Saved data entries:
Content starts

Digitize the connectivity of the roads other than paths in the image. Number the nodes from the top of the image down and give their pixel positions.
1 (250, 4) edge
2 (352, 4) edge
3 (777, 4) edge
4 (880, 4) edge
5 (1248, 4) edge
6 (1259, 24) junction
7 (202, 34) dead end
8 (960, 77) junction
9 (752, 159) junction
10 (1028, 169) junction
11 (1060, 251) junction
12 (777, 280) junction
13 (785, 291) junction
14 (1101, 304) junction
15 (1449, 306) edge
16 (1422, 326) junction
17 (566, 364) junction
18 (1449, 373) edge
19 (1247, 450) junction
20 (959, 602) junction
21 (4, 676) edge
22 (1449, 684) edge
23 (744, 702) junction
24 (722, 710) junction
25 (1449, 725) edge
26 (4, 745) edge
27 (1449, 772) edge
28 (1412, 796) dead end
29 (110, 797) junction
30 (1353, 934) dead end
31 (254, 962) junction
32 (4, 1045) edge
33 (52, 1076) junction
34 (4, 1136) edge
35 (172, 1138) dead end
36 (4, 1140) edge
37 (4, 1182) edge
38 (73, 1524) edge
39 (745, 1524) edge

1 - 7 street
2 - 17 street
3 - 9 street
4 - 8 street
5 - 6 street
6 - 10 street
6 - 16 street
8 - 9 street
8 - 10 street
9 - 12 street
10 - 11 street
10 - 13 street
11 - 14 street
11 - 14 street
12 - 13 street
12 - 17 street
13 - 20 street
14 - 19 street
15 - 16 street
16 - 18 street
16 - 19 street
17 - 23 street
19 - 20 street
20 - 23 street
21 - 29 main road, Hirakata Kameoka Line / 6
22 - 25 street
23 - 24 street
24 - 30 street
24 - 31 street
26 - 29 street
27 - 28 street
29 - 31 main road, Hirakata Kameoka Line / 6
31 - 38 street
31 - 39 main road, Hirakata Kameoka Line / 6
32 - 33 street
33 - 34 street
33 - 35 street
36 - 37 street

Content ends

#### [WHAT IS NEEDED]
Give each line of the records above again, unchanged.

#### [ANSWER FOR THE TASK]
Digitize the connectivity of the roads other than paths in the image. Number the nodes from the top of the image down and give their pixel positions.
1 (250, 4) edge
2 (352, 4) edge
3 (777, 4) edge
4 (880, 4) edge
5 (1248, 4) edge
6 (1259, 24) junction
7 (202, 34) dead end
8 (960, 77) junction
9 (752, 159) junction
10 (1028, 169) junction
11 (1060, 251) junction
12 (777, 280) junction
13 (785, 291) junction
14 (1101, 304) junction
15 (1449, 306) edge
16 (1422, 326) junction
17 (566, 364) junction
18 (1449, 373) edge
19 (1247, 450) junction
20 (959, 602) junction
21 (4, 676) edge
22 (1449, 684) edge
23 (744, 702) junction
24 (722, 710) junction
25 (1449, 725) edge
26 (4, 745) edge
27 (1449, 772) edge
28 (1412, 796) dead end
29 (110, 797) junction
30 (1353, 934) dead end
31 (254, 962) junction
32 (4, 1045) edge
33 (52, 1076) junction
34 (4, 1136) edge
35 (172, 1138) dead end
36 (4, 1140) edge
37 (4, 1182) edge
38 (73, 1524) edge
39 (745, 1524) edge

1 - 7 street
2 - 17 street
3 - 9 street
4 - 8 street
5 - 6 street
6 - 10 street
6 - 16 street
8 - 9 street
8 - 10 street
9 - 12 street
10 - 11 street
10 - 13 street
11 - 14 street
11 - 14 street
12 - 13 street
12 - 17 street
13 - 20 street
14 - 19 street
15 - 16 street
16 - 18 street
16 - 19 street
17 - 23 street
19 - 20 street
20 - 23 street
21 - 29 main road, Hirakata Kameoka Line / 6
22 - 25 street
23 - 24 street
24 - 30 street
24 - 31 street
26 - 29 street
27 - 28 street
29 - 31 main road, Hirakata Kameoka Line / 6
31 - 38 street
31 - 39 main road, Hirakata Kameoka Line / 6
32 - 33 street
33 - 34 street
33 - 35 street
36 - 37 street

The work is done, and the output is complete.